Guller pledges additional support for scholarships

This article was originally published in the 2017 Olin Business Magazine.

Sid Guller, BSBA ’47, worked for a year to save enough money to pay for his freshman year at Washington University. “Tuition was $125 a semester, plus books, plus an activity ticket,” Guller recalled. “I think the activity ticket was $15.” In order to stay in college, Guller worked one and sometimes two jobs during the semester and full time during the summer break. He wanted to study engineering like his older brother Harold, BSEN ’39, but soon realized he was better suited for business.

Today, Guller is chairman of St. Louis-based Essex Industries, the privately held defense and aerospace manufacturing company he founded with his brother in their parents’ basement in 1946. Their first product, an F-214 Radio Noise Filter, was the first of many aircraft controls and components that led to the company’s participation in virtually every major military and commercial aerospace program for the past 70 years.

Sid Guller recently committed $500,000 for the Bobbi Guller Memorial Scholarship he established at Olin Business School in 2011 in memory of his wife, Bobette, who died in 2010. He also pledged $300,000 through the Guller Foundation for the Guller Joint Program Scholarship benefiting students in the 3/2 program, which gives undergraduates the opportunity to earn a bachelor’s degree in engineering and an MBA in five years.

The Guller Foundation—the charitable arm of Essex Industries—has supported the 3/2 program since 1986.

“There are many intelligent and skilled young people who don’t have the means to attend Washington University,” Guller says. “I support scholarships so they can receive an excellent education, then graduate and apply what they learned to benefit society.”

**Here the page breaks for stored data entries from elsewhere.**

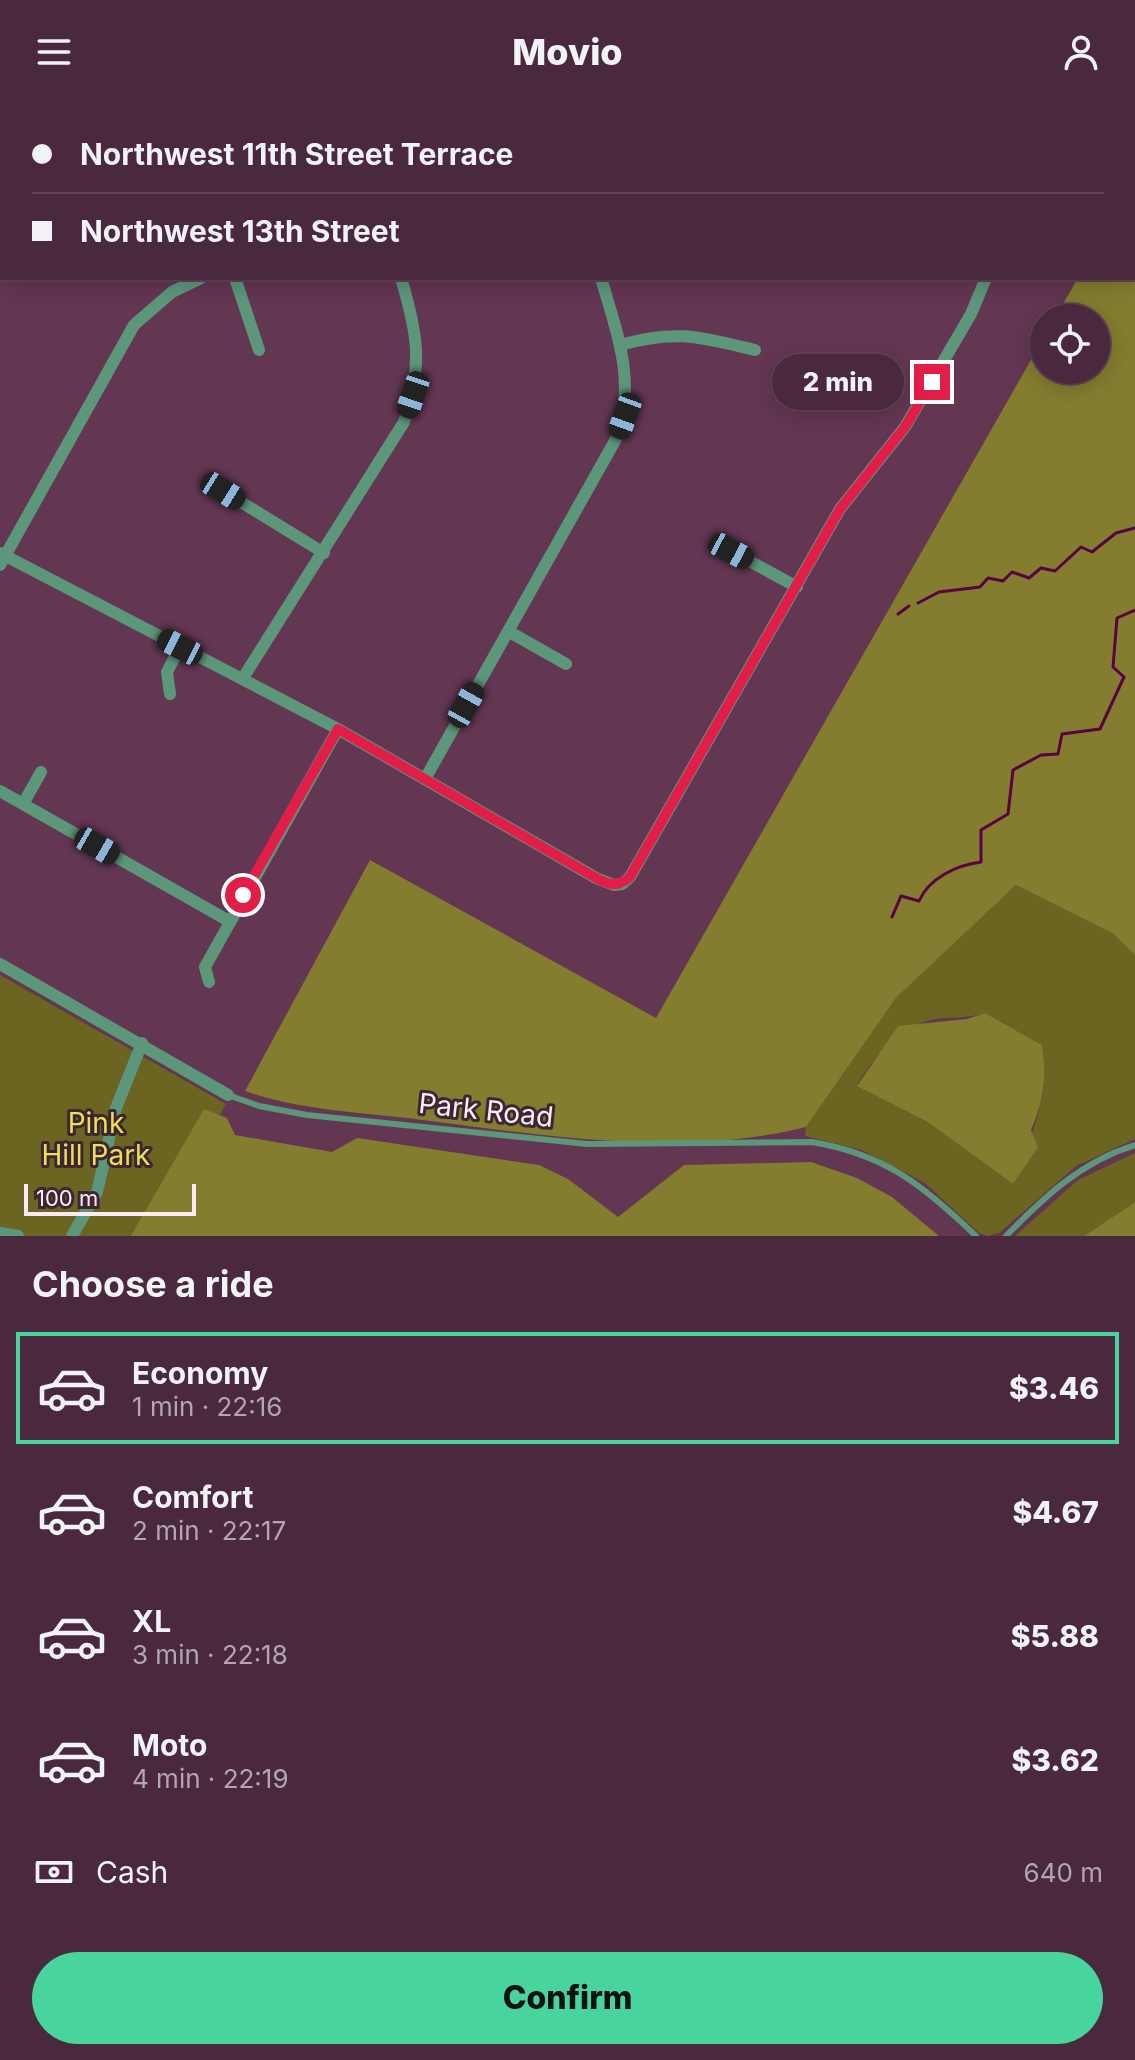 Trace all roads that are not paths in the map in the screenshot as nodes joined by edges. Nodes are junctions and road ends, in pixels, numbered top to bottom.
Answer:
1 (197, 280) edge
2 (236, 280) edge
3 (402, 280) edge
4 (602, 280) edge
5 (985, 280) edge
6 (620, 345) junction
7 (259, 350) dead end
8 (755, 350) dead end
9 (223, 491) dead end
10 (731, 551) dead end
11 (324, 553) junction
12 (2, 558) edge
13 (797, 587) junction
14 (508, 631) junction
15 (180, 647) junction
16 (566, 664) dead end
17 (243, 678) junction
18 (170, 694) dead end
19 (338, 729) junction
20 (41, 772) dead end
21 (425, 779) junction
22 (0, 791) edge
23 (23, 804) junction
24 (622, 884) junction
25 (624, 899) dead end
26 (229, 921) junction
27 (0, 964) edge
28 (209, 982) dead end
29 (142, 1043) junction
30 (228, 1095) joint
31 (1135, 1145) edge
32 (0, 1233) edge
33 (18, 1236) edge
34 (72, 1236) edge
35 (976, 1236) edge
36 (1006, 1236) edge

1 - 12 street
2 - 7 street
3 - 11 street
4 - 6 street
5 - 13 street
6 - 8 street
6 - 14 street
9 - 11 street
10 - 13 street
11 - 17 street
12 - 15 street
13 - 24 street
14 - 16 street
14 - 21 street
15 - 17 street
15 - 18 street
17 - 19 street
19 - 21 street
19 - 26 street
20 - 23 street
21 - 24 street
22 - 23 street
23 - 26 street
24 - 25 street
26 - 28 street
27 - 29 street, Park Road
29 - 30 street, Park Road
29 - 34 street
30 - 35 lane, Park Road
31 - 36 lane
32 - 33 street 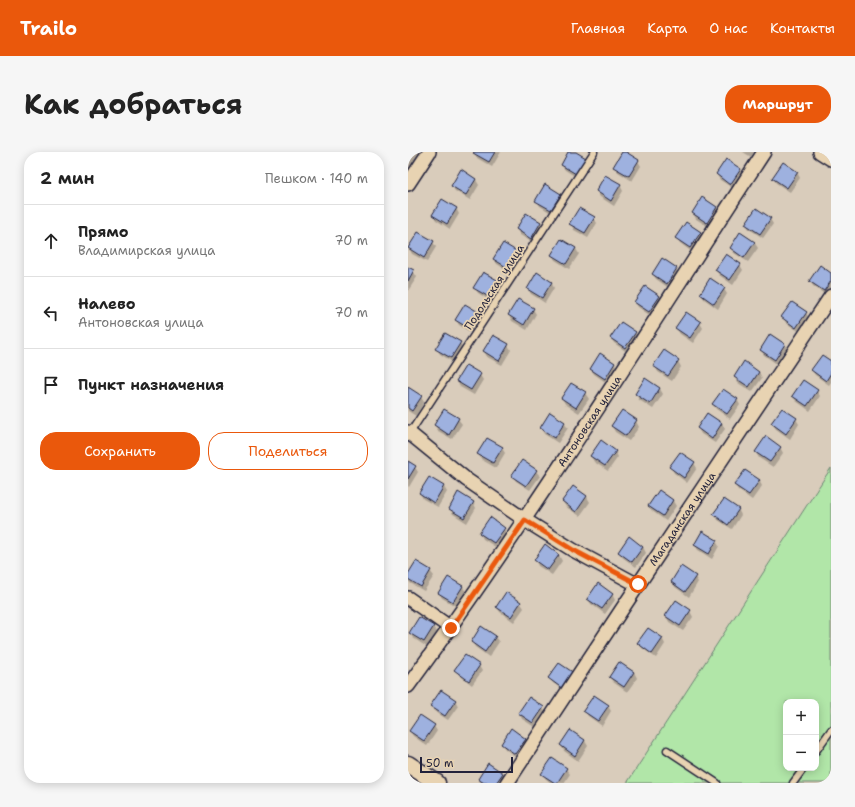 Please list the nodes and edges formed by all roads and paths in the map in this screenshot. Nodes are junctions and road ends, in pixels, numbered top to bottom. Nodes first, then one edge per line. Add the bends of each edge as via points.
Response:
1 (429, 152) edge
2 (594, 152) edge
3 (764, 152) edge
4 (820, 152) edge
5 (831, 160) edge
6 (408, 184) edge
7 (831, 296) edge
8 (409, 432) edge
9 (525, 520) junction
10 (638, 584) junction
11 (408, 598) edge
12 (451, 628) junction
13 (408, 686) edge
14 (831, 730) edge
15 (819, 747) edge
16 (667, 750) dead end
17 (408, 764) edge
18 (802, 771) edge
19 (438, 783) edge
20 (507, 783) edge
21 (717, 783) edge
22 (793, 783) edge

1 - 6 street
2 - 8 lane, Подольская улица
3 - 9 street, Антоновская улица
4 - 5 street
7 - 10 street, Магаданская улица
8 - 9 street via 467,480
9 - 10 street via 573,550
9 - 12 street, Антоновская улица
10 - 20 street, Магаданская улица
11 - 12 street
12 - 13 street, Антоновская улица
14 - 15 lane
16 - 21 lane
17 - 19 street
18 - 22 lane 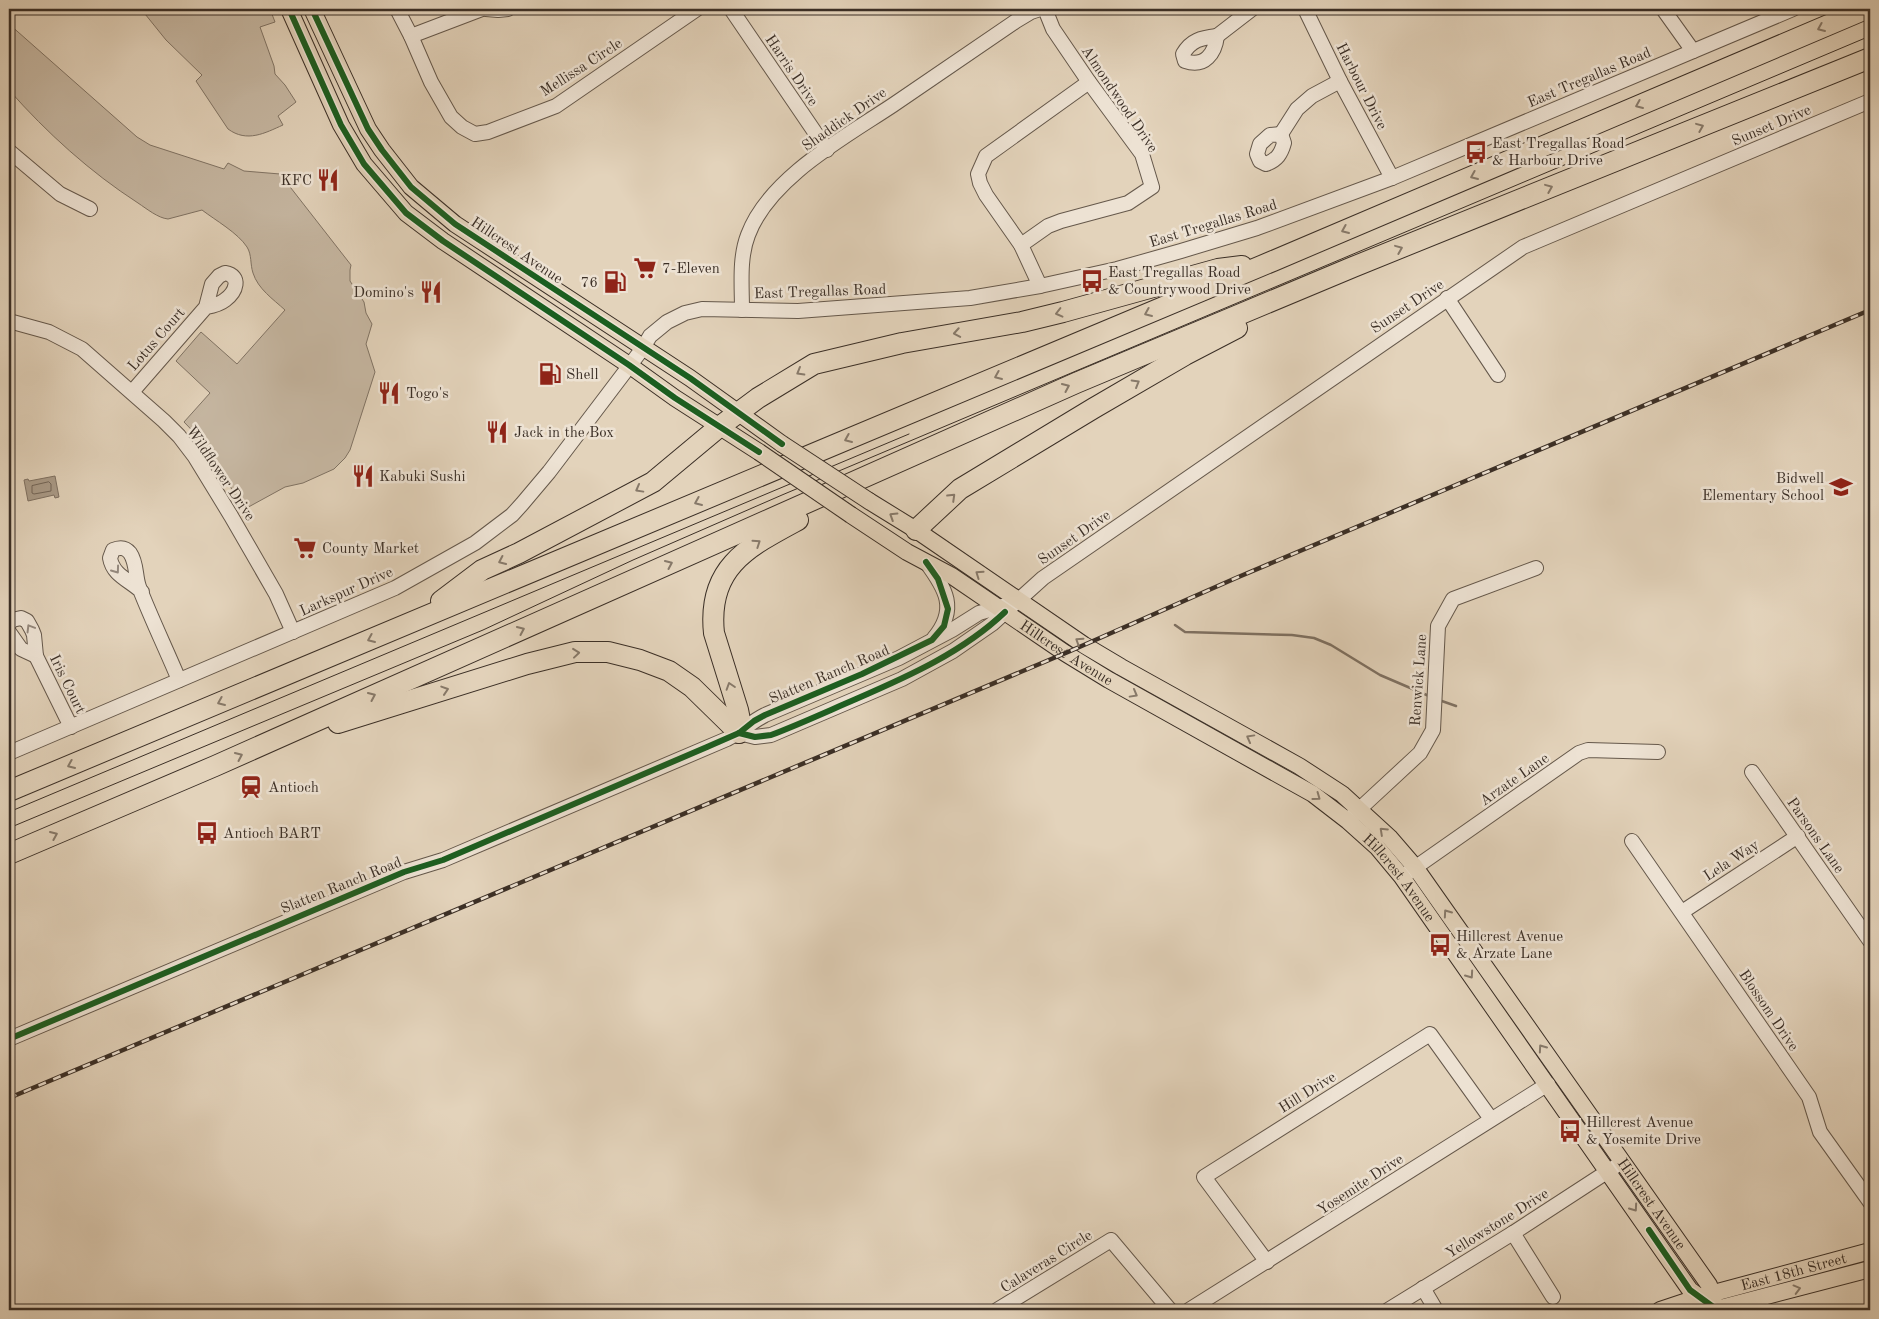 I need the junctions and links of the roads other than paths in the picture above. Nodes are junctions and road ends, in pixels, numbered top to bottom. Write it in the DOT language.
graph roads {
  1 [pos="289,9"];
  2 [pos="312,9"];
  3 [pos="397,9"];
  4 [pos="484,9"];
  5 [pos="508,9"];
  6 [pos="697,9"];
  7 [pos="731,9"];
  8 [pos="1040,9"];
  9 [pos="1044,9"];
  10 [pos="1252,9"];
  11 [pos="1305,9"];
  12 [pos="1663,9"];
  13 [pos="1793,9"];
  14 [pos="1866,9"];
  15 [pos="412,36"];
  16 [pos="1217,36"];
  17 [pos="1693,51"];
  18 [pos="1870,58"];
  19 [pos="1340,81"];
  20 [pos="1089,82"];
  21 [pos="1870,101"];
  22 [pos="1281,134"];
  23 [pos="827,150"];
  24 [pos="9,151"];
  25 [pos="1392,178"];
  26 [pos="90,209"];
  27 [pos="1021,245"];
  28 [pos="1273,261"];
  29 [pos="1353,267"];
  30 [pos="1040,286"];
  31 [pos="1447,298"];
  32 [pos="206,307"];
  33 [pos="742,310"];
  34 [pos="9,321"];
  35 [pos="643,348"];
  36 [pos="629,365"];
  37 [pos="1498,375"];
  38 [pos="132,392"];
  39 [pos="739,412"];
  40 [pos="719,427"];
  41 [pos="942,443"];
  42 [pos="916,530"];
  43 [pos="926,562"];
  44 [pos="1536,568"];
  45 [pos="142,592"];
  46 [pos="1018,601"];
  47 [pos="1002,610"];
  48 [pos="416,620"];
  49 [pos="9,624"];
  50 [pos="9,632"];
  51 [pos="293,632"];
  52 [pos="932,640"];
  53 [pos="36,656"];
  54 [pos="180,680"];
  55 [pos="71,727"];
  56 [pos="739,733"];
  57 [pos="264,745"];
  58 [pos="1658,752"];
  59 [pos="9,753"];
  60 [pos="1752,772"];
  61 [pos="9,791"];
  62 [pos="1354,815"];
  63 [pos="1798,836"];
  64 [pos="1632,841"];
  65 [pos="9,854"];
  66 [pos="1408,872"];
  67 [pos="1682,912"];
  68 [pos="1870,941"];
  69 [pos="9,1039"];
  70 [pos="1548,1084"];
  71 [pos="1491,1119"];
  72 [pos="1622,1162"];
  73 [pos="1608,1172"];
  74 [pos="1870,1202"];
  75 [pos="1514,1233"];
  76 [pos="1870,1252"];
  77 [pos="1267,1262"];
  78 [pos="1870,1269"];
  79 [pos="1423,1288"];
  80 [pos="1553,1297"];
  81 [pos="1711,1304"];
  82 [pos="997,1310"];
  83 [pos="1170,1310"];
  84 [pos="1189,1310"];
  85 [pos="1388,1310"];
  86 [pos="1436,1310"];
  87 [pos="1660,1310"];
  1 -- 36 [label="main road, Hillcrest Avenue"];
  2 -- 35 [label="main road, Hillcrest Avenue"];
  3 -- 15 [label="street, Mellissa Circle"];
  4 -- 5 [label="street"];
  4 -- 15 [label="street"];
  6 -- 15 [label="street, Mellissa Circle"];
  7 -- 23 [label="street, Harris Drive"];
  8 -- 23 [label="street, Shaddick Drive"];
  9 -- 20 [label="street, Almondwood Drive"];
  10 -- 16 [label="street"];
  11 -- 19 [label="street, Harbour Drive"];
  12 -- 17 [label="street"];
  13 -- 17 [label="street, East Tregallas Road"];
  14 -- 28 [label="highway, one-way"];
  17 -- 25 [label="street, East Tregallas Road"];
  29 -- 18 [label="highway, one-way"];
  19 -- 22 [label="street"];
  19 -- 25 [label="street, Harbour Drive"];
  20 -- 27 [label="street"];
  20 -- 27 [label="street, Almondwood Drive"];
  21 -- 31 [label="street, Sunset Drive"];
  23 -- 33 [label="street, Shaddick Drive"];
  24 -- 26 [label="street"];
  25 -- 30 [label="street, East Tregallas Road"];
  27 -- 30 [label="street"];
  28 -- 39 [label="highway, one-way"];
  28 -- 48 [label="highway, one-way"];
  41 -- 29 [label="highway, one-way"];
  42 -- 29 [label="highway, one-way"];
  30 -- 33 [label="street, East Tregallas Road"];
  31 -- 37 [label="street"];
  31 -- 46 [label="street, Sunset Drive"];
  32 -- 38 [label="street, Lotus Court"];
  33 -- 35 [label="street, East Tregallas Road"];
  34 -- 38 [label="street, Wildflower Drive"];
  35 -- 36 [label="street, East Tregallas Road"];
  35 -- 39 [label="main road, Hillcrest Avenue"];
  36 -- 40 [label="main road, Hillcrest Avenue"];
  36 -- 51 [label="street, Larkspur Drive"];
  38 -- 51 [label="street, Wildflower Drive"];
  39 -- 40 [label="highway"];
  42 -- 39 [label="main road, Hillcrest Avenue, one-way, bridge"];
  40 -- 43 [label="main road, Hillcrest Avenue, bridge"];
  40 -- 48 [label="highway, one-way"];
  56 -- 41 [label="highway, one-way"];
  57 -- 41 [label="highway, one-way"];
  46 -- 42 [label="main road, Hillcrest Avenue, one-way"];
  43 -- 47 [label="main road, Hillcrest Avenue"];
  43 -- 52 [label="street"];
  44 -- 62 [label="street, Renwick Lane"];
  45 -- 54 [label="street"];
  46 -- 47 [label="street, Sunset Drive"];
  62 -- 46 [label="main road, Hillcrest Avenue, one-way"];
  47 -- 52 [label="street, Slatten Ranch Road"];
  47 -- 56 [label="street"];
  47 -- 62 [label="main road, Hillcrest Avenue, one-way"];
  48 -- 61 [label="highway, one-way"];
  53 -- 49 [label="street, Iris Court, one-way"];
  50 -- 53 [label="street, Iris Court"];
  51 -- 54 [label="street, Larkspur Drive"];
  52 -- 56 [label="street, Slatten Ranch Road"];
  53 -- 55 [label="street, Iris Court"];
  54 -- 55 [label="street, Larkspur Drive"];
  55 -- 59 [label="street, Larkspur Drive"];
  57 -- 56 [label="highway, one-way"];
  56 -- 69 [label="street, Slatten Ranch Road"];
  65 -- 57 [label="highway, one-way"];
  58 -- 66 [label="street, Arzate Lane"];
  60 -- 63 [label="street, Parsons Lane"];
  62 -- 66 [label="main road, Hillcrest Avenue"];
  63 -- 67 [label="street, Lela Way"];
  63 -- 68 [label="street, Parsons Lane"];
  64 -- 67 [label="street, Blossom Drive"];
  66 -- 70 [label="main road, Hillcrest Avenue, one-way"];
  72 -- 66 [label="main road, Hillcrest Avenue, one-way"];
  67 -- 74 [label="street, Blossom Drive"];
  70 -- 71 [label="street, Yosemite Drive"];
  70 -- 73 [label="main road, Hillcrest Avenue"];
  71 -- 77 [label="street, Yosemite Drive"];
  71 -- 77 [label="street, Hill Drive"];
  72 -- 73 [label="street, Yellowstone Drive"];
  72 -- 81 [label="main road, Hillcrest Avenue"];
  73 -- 75 [label="street, Yellowstone Drive"];
  73 -- 81 [label="main road, Hillcrest Avenue, one-way"];
  75 -- 79 [label="street, Yellowstone Drive"];
  75 -- 80 [label="street"];
  76 -- 81 [label="main road, East 18th Street"];
  77 -- 84 [label="street, Yosemite Drive"];
  81 -- 78 [label="main road, East 18th Street, one-way"];
  79 -- 85 [label="street, Yellowstone Drive"];
  79 -- 86 [label="street"];
  81 -- 87 [label="main road, East 18th Street"];
  82 -- 83 [label="street, Calaveras Circle"];
}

A tireless champion of Washington University, Sid Guller has served on the Olin Business School National Council since 2000 and the Olin Capital Resources Committee since 1999. He has supported multiple annual and endowed scholarships and provided funds to name two spaces at the business school, the Bobbi and Sidney Guller Lounge in the Knight Center and the Guller Classroom in Bauer Hall.

He has received Distinguished Alumni Awards from the university and Olin, which also honored him with the Dean’s Medal for exceptional dedication and service.